Keywords in the URL are just one example of the 200+ factors taken into account.
If you really want to see proof that domain names don't matter, just search for "shoes.net", "boats.net", "cars.net", "shoes.org", "boats.org", and "cars.org" in the SERPs for "shoes", "boats", and "cars".
When sites like stevemadden.com, imdb.com, and searay.com outrank exact-match domains time and time again in highly competitive queries, I have to ask about the sanity and competence of people who swear by exact-match domains. Steve Madden, Amazon, and SeaRay are all doing it wrong. Alert the search engines to improve their SERPs immediately!
#12
Posted 23 June 2010 - 05:02 PM
Different sites, in different industries, with different budgets, and different goals, and different sets of resources, all have to utilize some differences in their approach, not only to SEM, but to marketing in general.
#14
Posted 24 June 2010 - 12:40 AM
Although using keyword-matching domains is common there is no algorithmic advantage to using them. To a search engine, example.com/keyword-phrase is just as relevant as keyword-phrase.com and search engineers have stated this many, many times.
Keywords in the URL are just one example of the 200+ factors taken into account. [b]REALLY? [/b
If you really want to see proof that domain names don't matter, just search for "shoes.net", "boats.net", "cars.net", "shoes.org", "boats.org", and "cars.org" in the SERPs for "shoes", "boats", and "cars".
When sites like stevemadden.com, imdb.com, and searay.com outrank exact-match domains time and time again in highly competitive queries, I have to ask about the sanity and competence of people who swear by exact-match domains.

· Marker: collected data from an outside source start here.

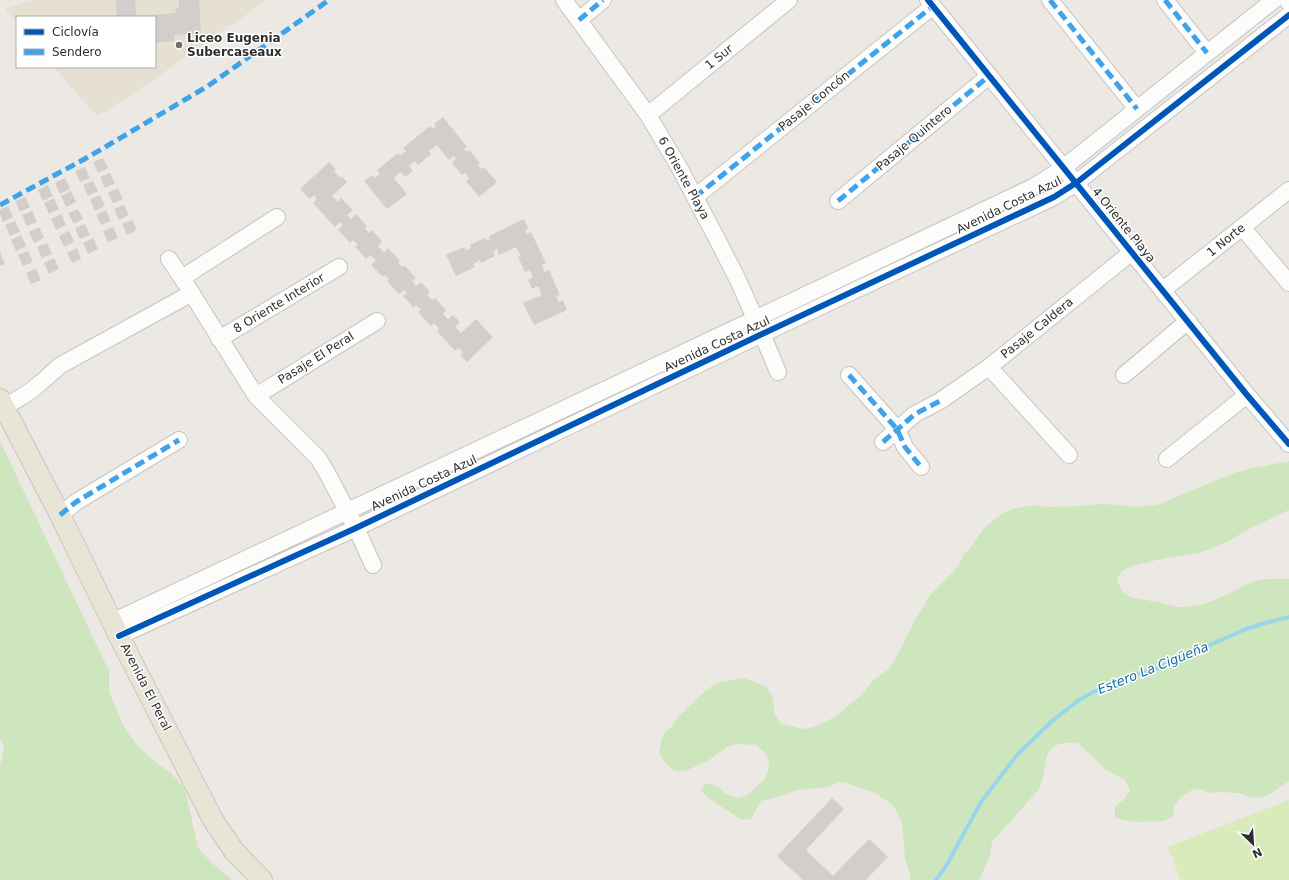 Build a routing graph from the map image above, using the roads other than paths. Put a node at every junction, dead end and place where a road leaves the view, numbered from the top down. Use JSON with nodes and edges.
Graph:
{"nodes":[{"id":1,"x":564,"y":0,"type":"edge"},
{"id":2,"x":603,"y":0,"type":"edge"},
{"id":3,"x":789,"y":0,"type":"edge"},
{"id":4,"x":1050,"y":0,"type":"edge"},
{"id":5,"x":1165,"y":0,"type":"edge"},
{"id":6,"x":1274,"y":0,"type":"edge"},
{"id":7,"x":1287,"y":0,"type":"edge"},
{"id":8,"x":931,"y":3,"type":"edge"},
{"id":9,"x":1289,"y":3,"type":"edge"},
{"id":10,"x":1289,"y":15,"type":"edge"},
{"id":11,"x":579,"y":20,"type":"junction"},
{"id":12,"x":1207,"y":53,"type":"junction"},
{"id":13,"x":989,"y":76,"type":"junction"},
{"id":14,"x":1137,"y":109,"type":"junction"},
{"id":15,"x":648,"y":115,"type":"junction"},
{"id":16,"x":1063,"y":168,"type":"junction"},
{"id":17,"x":1076,"y":183,"type":"junction"},
{"id":18,"x":1289,"y":190,"type":"edge"},
{"id":19,"x":696,"y":197,"type":"junction"},
{"id":20,"x":838,"y":201,"type":"dead end"},
{"id":21,"x":277,"y":216,"type":"dead end"},
{"id":22,"x":1242,"y":227,"type":"junction"},
{"id":23,"x":1132,"y":252,"type":"junction"},
{"id":24,"x":169,"y":259,"type":"dead end"},
{"id":25,"x":339,"y":267,"type":"dead end"},
{"id":26,"x":182,"y":278,"type":"junction"},
{"id":27,"x":1289,"y":283,"type":"edge"},
{"id":28,"x":1163,"y":290,"type":"junction"},
{"id":29,"x":192,"y":293,"type":"junction"},
{"id":30,"x":755,"y":319,"type":"junction"},
{"id":31,"x":377,"y":321,"type":"dead end"},
{"id":32,"x":1188,"y":321,"type":"junction"},
{"id":33,"x":762,"y":334,"type":"junction"},
{"id":34,"x":219,"y":339,"type":"junction"},
{"id":35,"x":989,"y":366,"type":"junction"},
{"id":36,"x":778,"y":372,"type":"dead end"},
{"id":37,"x":849,"y":375,"type":"dead end"},
{"id":38,"x":1124,"y":376,"type":"dead end"},
{"id":39,"x":1247,"y":394,"type":"junction"},
{"id":40,"x":256,"y":396,"type":"junction"},
{"id":41,"x":2,"y":403,"type":"edge"},
{"id":42,"x":897,"y":429,"type":"junction"},
{"id":43,"x":179,"y":440,"type":"dead end"},
{"id":44,"x":883,"y":442,"type":"dead end"},
{"id":45,"x":1289,"y":444,"type":"edge"},
{"id":46,"x":1069,"y":455,"type":"dead end"},
{"id":47,"x":1167,"y":459,"type":"dead end"},
{"id":48,"x":921,"y":468,"type":"dead end"},
{"id":49,"x":347,"y":511,"type":"junction"},
{"id":50,"x":60,"y":516,"type":"junction"},
{"id":51,"x":356,"y":528,"type":"junction"},
{"id":52,"x":372,"y":565,"type":"dead end"},
{"id":53,"x":116,"y":629,"type":"junction"},
{"id":54,"x":262,"y":880,"type":"edge"}],
"edges":[{"from":1,"to":11,"type":"street","name":"6 Oriente Playa"},
{"from":2,"to":11,"type":"street"},
{"from":3,"to":15,"type":"street","name":"1 Sur"},
{"from":4,"to":14,"type":"street"},
{"from":5,"to":12,"type":"street"},
{"from":6,"to":12,"type":"street","name":"Avenida Costa Azul"},
{"from":7,"to":9,"type":"street"},
{"from":8,"to":13,"type":"street","name":"4 Oriente Playa"},
{"from":8,"to":19,"type":"street","name":"Pasaje Concón"},
{"from":10,"to":17,"type":"street","name":"Avenida Costa Azul"},
{"from":11,"to":15,"type":"street","name":"6 Oriente Playa"},
{"from":12,"to":14,"type":"street","name":"Avenida Costa Azul"},
{"from":13,"to":16,"type":"street","name":"4 Oriente Playa"},
{"from":13,"to":20,"type":"street","name":"Pasaje Quintero"},
{"from":14,"to":16,"type":"street","name":"Avenida Costa Azul"},
{"from":15,"to":19,"type":"street","name":"6 Oriente Playa"},
{"from":16,"to":17,"type":"street","name":"4 Oriente Playa"},
{"from":16,"to":30,"type":"street","name":"Avenida Costa Azul"},
{"from":17,"to":23,"type":"street","name":"4 Oriente Playa"},
{"from":17,"to":33,"type":"street","name":"Avenida Costa Azul"},
{"from":18,"to":22,"type":"street","name":"1 Norte"},
{"from":19,"to":30,"type":"street","name":"6 Oriente Playa"},
{"from":21,"to":26,"type":"street"},
{"from":22,"to":27,"type":"street"},
{"from":22,"to":28,"type":"street","name":"1 Norte"},
{"from":23,"to":28,"type":"street","name":"4 Oriente Playa"},
{"from":23,"to":35,"type":"street","name":"Pasaje Caldera"},
{"from":24,"to":26,"type":"street"},
{"from":25,"to":34,"type":"street","name":"8 Oriente Interior"},
{"from":26,"to":29,"type":"street"},
{"from":28,"to":32,"type":"street","name":"4 Oriente Playa"},
{"from":29,"to":34,"type":"street"},
{"from":29,"to":41,"type":"street"},
{"from":30,"to":33,"type":"street","name":"6 Oriente Playa"},
{"from":30,"to":49,"type":"street","name":"Avenida Costa Azul"},
{"from":31,"to":40,"type":"street","name":"Pasaje El Peral"},
{"from":32,"to":38,"type":"street"},
{"from":32,"to":39,"type":"street","name":"4 Oriente Playa"},
{"from":33,"to":36,"type":"street","name":"6 Oriente Playa"},
{"from":33,"to":51,"type":"street","name":"Avenida Costa Azul"},
{"from":34,"to":40,"type":"street"},
{"from":35,"to":42,"type":"street","name":"Pasaje Caldera"},
{"from":35,"to":46,"type":"street"},
{"from":37,"to":42,"type":"street"},
{"from":39,"to":45,"type":"street","name":"4 Oriente Playa"},
{"from":39,"to":47,"type":"street"},
{"from":40,"to":49,"type":"street"},
{"from":41,"to":50,"type":"main road","name":"Avenida El Peral"},
{"from":42,"to":44,"type":"street","name":"Pasaje Caldera"},
{"from":42,"to":48,"type":"street"},
{"from":43,"to":50,"type":"street"},
{"from":49,"to":51,"type":"street"},
{"from":49,"to":53,"type":"street","name":"Avenida Costa Azul"},
{"from":50,"to":53,"type":"main road","name":"Avenida El Peral"},
{"from":51,"to":52,"type":"street"},
{"from":51,"to":53,"type":"street","name":"Avenida Costa Azul"},
{"from":53,"to":54,"type":"main road","name":"Avenida El Peral"}]}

Steve Madden, Amazon, and SeaRay are all doing it wrong. Alert the search engines to improve their SERPs immediately!
But either way, Let alert the SERPs immediately... I loved that!

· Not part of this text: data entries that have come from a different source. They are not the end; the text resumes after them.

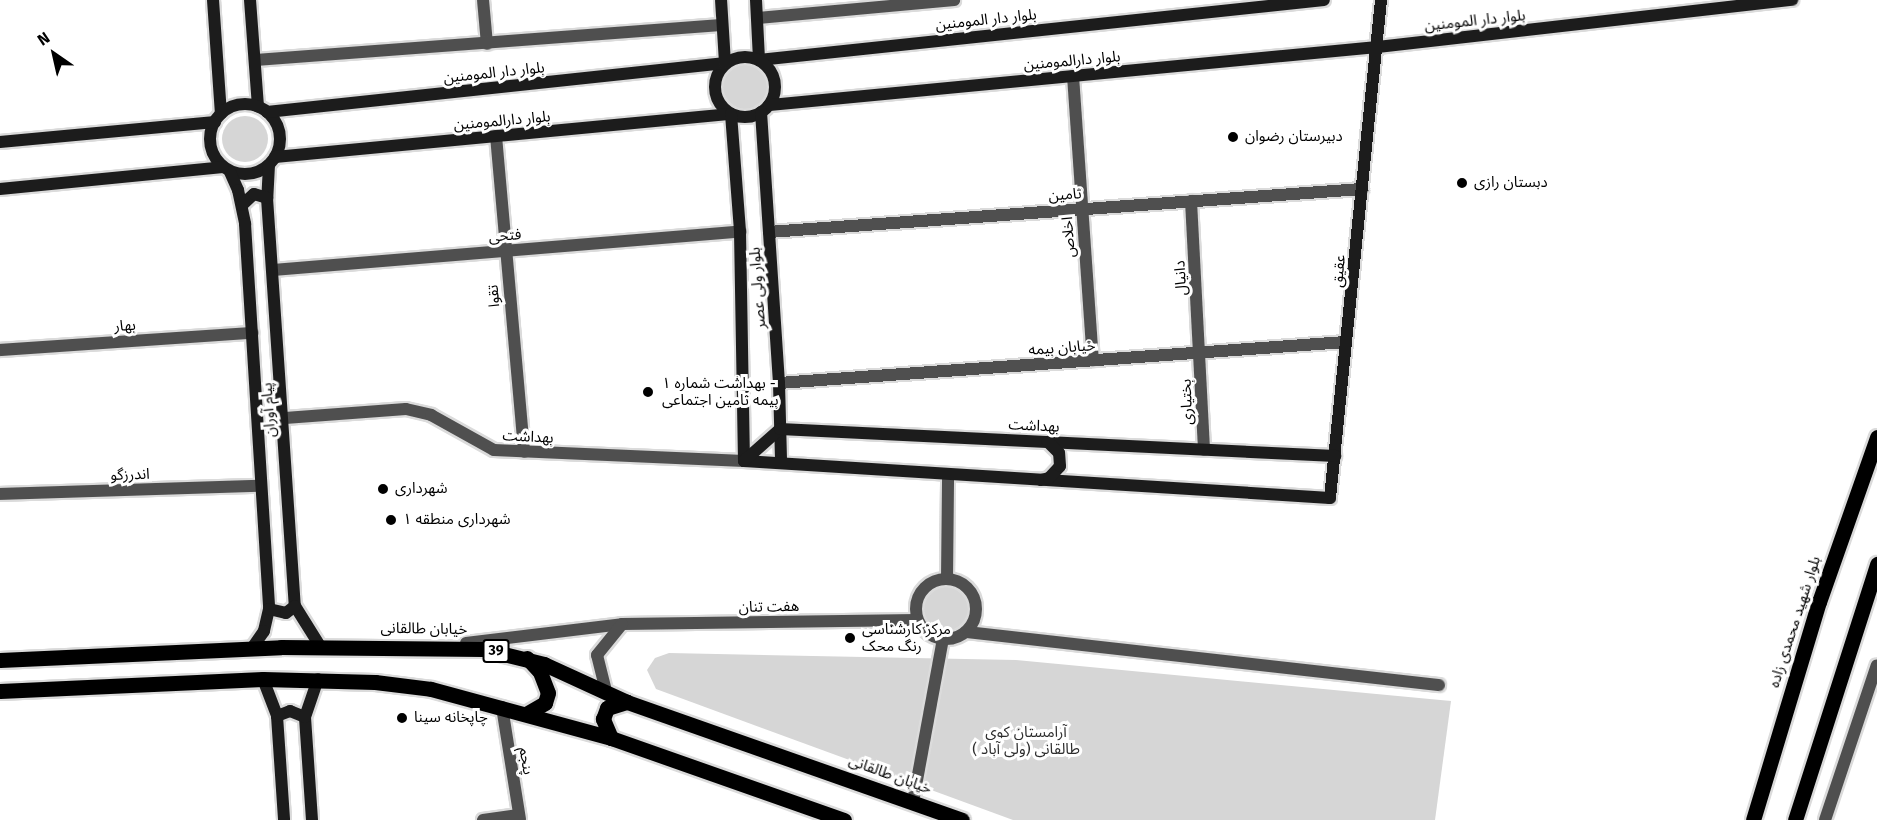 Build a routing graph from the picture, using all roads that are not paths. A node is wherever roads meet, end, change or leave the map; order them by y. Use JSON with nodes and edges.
{"nodes":[{"id":1,"x":213,"y":0,"type":"edge"},
{"id":2,"x":250,"y":0,"type":"edge"},
{"id":3,"x":483,"y":0,"type":"edge"},
{"id":4,"x":721,"y":0,"type":"edge"},
{"id":5,"x":756,"y":0,"type":"edge"},
{"id":6,"x":954,"y":0,"type":"edge"},
{"id":7,"x":1324,"y":0,"type":"edge"},
{"id":8,"x":1381,"y":0,"type":"edge"},
{"id":9,"x":1792,"y":0,"type":"edge"},
{"id":10,"x":864,"y":4,"type":"edge"},
{"id":11,"x":758,"y":18,"type":"junction"},
{"id":12,"x":722,"y":25,"type":"junction"},
{"id":13,"x":487,"y":44,"type":"junction"},
{"id":14,"x":1377,"y":47,"type":"junction"},
{"id":15,"x":255,"y":60,"type":"junction"},
{"id":16,"x":759,"y":60,"type":"junction"},
{"id":17,"x":725,"y":63,"type":"junction"},
{"id":18,"x":1073,"y":76,"type":"junction"},
{"id":19,"x":765,"y":108,"type":"junction"},
{"id":20,"x":263,"y":110,"type":"junction"},
{"id":21,"x":731,"y":114,"type":"junction"},
{"id":22,"x":218,"y":118,"type":"junction"},
{"id":23,"x":496,"y":136,"type":"junction"},
{"id":24,"x":0,"y":142,"type":"edge"},
{"id":25,"x":272,"y":161,"type":"junction"},
{"id":26,"x":227,"y":169,"type":"junction"},
{"id":27,"x":0,"y":189,"type":"edge"},
{"id":28,"x":1362,"y":189,"type":"junction"},
{"id":29,"x":267,"y":198,"type":"junction"},
{"id":30,"x":1191,"y":201,"type":"junction"},
{"id":31,"x":242,"y":205,"type":"junction"},
{"id":32,"x":1082,"y":209,"type":"junction"},
{"id":33,"x":740,"y":232,"type":"junction"},
{"id":34,"x":769,"y":232,"type":"junction"},
{"id":35,"x":505,"y":251,"type":"junction"},
{"id":36,"x":273,"y":270,"type":"junction"},
{"id":37,"x":252,"y":333,"type":"junction"},
{"id":38,"x":1347,"y":342,"type":"junction"},
{"id":39,"x":0,"y":350,"type":"edge"},
{"id":40,"x":1201,"y":353,"type":"junction"},
{"id":41,"x":1093,"y":360,"type":"junction"},
{"id":42,"x":779,"y":383,"type":"junction"},
{"id":43,"x":285,"y":418,"type":"junction"},
{"id":44,"x":780,"y":429,"type":"junction"},
{"id":45,"x":1877,"y":437,"type":"edge"},
{"id":46,"x":1048,"y":442,"type":"junction"},
{"id":47,"x":1204,"y":450,"type":"junction"},
{"id":48,"x":524,"y":452,"type":"junction"},
{"id":49,"x":1335,"y":456,"type":"junction"},
{"id":50,"x":744,"y":460,"type":"junction"},
{"id":51,"x":781,"y":462,"type":"junction"},
{"id":52,"x":948,"y":475,"type":"junction"},
{"id":53,"x":1040,"y":480,"type":"junction"},
{"id":54,"x":261,"y":486,"type":"junction"},
{"id":55,"x":0,"y":494,"type":"edge"},
{"id":56,"x":1330,"y":498,"type":"joint"},
{"id":57,"x":1877,"y":564,"type":"edge"},
{"id":58,"x":947,"y":579,"type":"junction"},
{"id":59,"x":295,"y":606,"type":"junction"},
{"id":60,"x":269,"y":609,"type":"junction"},
{"id":61,"x":917,"y":620,"type":"junction"},
{"id":62,"x":622,"y":624,"type":"junction"},
{"id":63,"x":966,"y":632,"type":"junction"},
{"id":64,"x":943,"y":639,"type":"junction"},
{"id":65,"x":321,"y":646,"type":"junction"},
{"id":66,"x":442,"y":646,"type":"junction"},
{"id":67,"x":252,"y":648,"type":"junction"},
{"id":68,"x":527,"y":658,"type":"junction"},
{"id":69,"x":0,"y":660,"type":"edge"},
{"id":70,"x":1877,"y":665,"type":"edge"},
{"id":71,"x":263,"y":679,"type":"junction"},
{"id":72,"x":318,"y":679,"type":"junction"},
{"id":73,"x":1439,"y":685,"type":"dead end"},
{"id":74,"x":0,"y":691,"type":"edge"},
{"id":75,"x":606,"y":691,"type":"junction"},
{"id":76,"x":627,"y":702,"type":"junction"},
{"id":77,"x":502,"y":707,"type":"junction"},
{"id":78,"x":528,"y":713,"type":"junction"},
{"id":79,"x":277,"y":716,"type":"junction"},
{"id":80,"x":305,"y":717,"type":"junction"},
{"id":81,"x":611,"y":738,"type":"junction"},
{"id":82,"x":913,"y":802,"type":"junction"},
{"id":83,"x":520,"y":818,"type":"edge"},
{"id":84,"x":284,"y":820,"type":"edge"},
{"id":85,"x":312,"y":820,"type":"edge"},
{"id":86,"x":483,"y":820,"type":"edge"},
{"id":87,"x":844,"y":820,"type":"edge"},
{"id":88,"x":962,"y":820,"type":"edge"},
{"id":89,"x":1753,"y":820,"type":"edge"},
{"id":90,"x":1795,"y":820,"type":"edge"},
{"id":91,"x":1825,"y":820,"type":"edge"}],
"edges":[{"from":1,"to":22,"type":"street"},
{"from":2,"to":15,"type":"street"},
{"from":3,"to":13,"type":"street"},
{"from":4,"to":12,"type":"street"},
{"from":5,"to":11,"type":"street"},
{"from":6,"to":10,"type":"street"},
{"from":7,"to":16,"type":"street","name":"بلوار دار المومنین"},
{"from":8,"to":14,"type":"street","name":"عقیق"},
{"from":9,"to":14,"type":"street","name":"بلوار دار المومنین"},
{"from":10,"to":11,"type":"street"},
{"from":11,"to":16,"type":"street"},
{"from":12,"to":13,"type":"street"},
{"from":12,"to":17,"type":"street"},
{"from":13,"to":15,"type":"street"},
{"from":14,"to":18,"type":"street","name":"بلوار دارالمومنین"},
{"from":14,"to":28,"type":"street","name":"عقیق"},
{"from":15,"to":20,"type":"street"},
{"from":16,"to":17,"type":"street"},
{"from":16,"to":19,"type":"street"},
{"from":17,"to":20,"type":"street","name":"بلوار دار المومنین"},
{"from":17,"to":21,"type":"street"},
{"from":18,"to":19,"type":"street","name":"بلوار دارالمومنین"},
{"from":18,"to":32,"type":"street","name":"اخلاص"},
{"from":19,"to":21,"type":"street"},
{"from":19,"to":34,"type":"street","name":"بلوار ولی عصر"},
{"from":20,"to":22,"type":"street"},
{"from":20,"to":25,"type":"street"},
{"from":21,"to":23,"type":"street","name":"بلوار دارالمومنین"},
{"from":21,"to":33,"type":"street","name":"بلوار ولی عصر"},
{"from":22,"to":24,"type":"street"},
{"from":22,"to":26,"type":"street"},
{"from":23,"to":25,"type":"street","name":"بلوار دارالمومنین"},
{"from":23,"to":35,"type":"street","name":"تقوا"},
{"from":25,"to":26,"type":"street"},
{"from":25,"to":29,"type":"street","name":"پیام آوران"},
{"from":26,"to":27,"type":"street"},
{"from":26,"to":31,"type":"street","name":"پیام آوران"},
{"from":28,"to":30,"type":"street","name":"تامین"},
{"from":28,"to":38,"type":"street","name":"عقیق"},
{"from":29,"to":31,"type":"street"},
{"from":29,"to":36,"type":"street","name":"پیام آوران"},
{"from":30,"to":32,"type":"street","name":"تامین"},
{"from":30,"to":40,"type":"street","name":"دانیال"},
{"from":31,"to":37,"type":"street","name":"پیام آوران"},
{"from":32,"to":34,"type":"street","name":"تامین"},
{"from":32,"to":41,"type":"street","name":"اخلاص"},
{"from":33,"to":35,"type":"street","name":"فتحی"},
{"from":33,"to":50,"type":"street","name":"بلوار ولی عصر"},
{"from":34,"to":42,"type":"street","name":"بلوار ولی عصر"},
{"from":35,"to":36,"type":"street","name":"فتحی"},
{"from":35,"to":48,"type":"street","name":"تقوا"},
{"from":36,"to":43,"type":"street","name":"پیام آوران"},
{"from":37,"to":39,"type":"street","name":"بهار"},
{"from":37,"to":54,"type":"street","name":"پیام آوران"},
{"from":38,"to":40,"type":"street","name":"خیابان بیمه"},
{"from":38,"to":49,"type":"street","name":"عقیق"},
{"from":40,"to":41,"type":"street","name":"خیابان بیمه"},
{"from":40,"to":47,"type":"street","name":"بختیاری"},
{"from":41,"to":42,"type":"street","name":"خیابان بیمه"},
{"from":42,"to":44,"type":"street","name":"بلوار ولی عصر"},
{"from":43,"to":48,"type":"street","name":"بهداشت"},
{"from":43,"to":59,"type":"street","name":"پیام آوران"},
{"from":44,"to":46,"type":"street","name":"بهداشت"},
{"from":44,"to":50,"type":"street"},
{"from":44,"to":51,"type":"street","name":"بلوار ولی عصر"},
{"from":45,"to":89,"type":"main road","name":"بلوار شهید محمدی زاده"},
{"from":46,"to":47,"type":"street","name":"بهداشت"},
{"from":46,"to":53,"type":"street"},
{"from":47,"to":49,"type":"street","name":"بهداشت"},
{"from":48,"to":50,"type":"street","name":"بهداشت"},
{"from":49,"to":56,"type":"street","name":"عقیق"},
{"from":50,"to":51,"type":"street","name":"بهداشت"},
{"from":51,"to":52,"type":"street","name":"بهداشت"},
{"from":52,"to":53,"type":"street","name":"بهداشت"},
{"from":52,"to":58,"type":"street"},
{"from":53,"to":56,"type":"street","name":"بهداشت"},
{"from":54,"to":55,"type":"street","name":"اندرزگو"},
{"from":54,"to":60,"type":"street","name":"پیام آوران"},
{"from":57,"to":90,"type":"main road"},
{"from":58,"to":61,"type":"street"},
{"from":58,"to":63,"type":"street"},
{"from":59,"to":60,"type":"street"},
{"from":59,"to":65,"type":"street","name":"پیام آوران"},
{"from":60,"to":67,"type":"street","name":"پیام آوران"},
{"from":61,"to":62,"type":"street","name":"هفت تنان"},
{"from":61,"to":64,"type":"street"},
{"from":62,"to":66,"type":"street","name":"هفت تنان"},
{"from":62,"to":75,"type":"street"},
{"from":63,"to":64,"type":"street"},
{"from":63,"to":73,"type":"street"},
{"from":64,"to":82,"type":"street"},
{"from":65,"to":66,"type":"main road","name":"خیابان طالقانی","number":"39"},
{"from":65,"to":67,"type":"main road","name":"خیابان طالقانی","number":"39"},
{"from":66,"to":68,"type":"main road","name":"خیابان طالقانی","number":"39"},
{"from":67,"to":69,"type":"main road","name":"خیابان طالقانی","number":"39"},
{"from":68,"to":75,"type":"main road","name":"خیابان طالقانی","number":"39"},
{"from":68,"to":78,"type":"main road"},
{"from":70,"to":91,"type":"street"},
{"from":71,"to":72,"type":"main road"},
{"from":71,"to":74,"type":"main road"},
{"from":71,"to":79,"type":"street"},
{"from":72,"to":77,"type":"main road"},
{"from":72,"to":80,"type":"street"},
{"from":75,"to":76,"type":"main road","name":"خیابان طالقانی","number":"39"},
{"from":76,"to":81,"type":"main road"},
{"from":76,"to":82,"type":"main road","name":"خیابان طالقانی","number":"39"},
{"from":77,"to":78,"type":"main road"},
{"from":77,"to":83,"type":"street","name":"پنجم"},
{"from":78,"to":81,"type":"main road"},
{"from":79,"to":80,"type":"street"},
{"from":79,"to":84,"type":"street"},
{"from":80,"to":85,"type":"street"},
{"from":81,"to":87,"type":"main road"},
{"from":82,"to":88,"type":"main road","name":"خیابان طالقانی","number":"39"},
{"from":83,"to":86,"type":"street"}]}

Different sites, in different industries, with different budgets, and different goals, and different sets of resources, all have to utilize some differences in their approach, not only to SEM, but to marketing in general.
Well said Tom...
--Torka
Hi Torka,
Technically, you are absolutely correct. It was perhaps a poor choice of words on my part. Be that as it may, in my book the result is still the same. A situation of duplicate content leads to PageRank dilution. One definitive version of the product page will receive more PageRank than five versions will receive. That's because the votes (links) are split five ways. The end result is that product with duplicate content will never rank as well in Google's search engine as a unique page.
Technically under Google documentation, this is not a penalty, merely the natural consequence of an overlooked problem. Let's just call it a poor decision to maximize every opportunity to acheive PR.
...Kemo
#15
Posted 24 June 2010 - 07:41 AM
I'm not Mike, but I would agree with that statement, yes.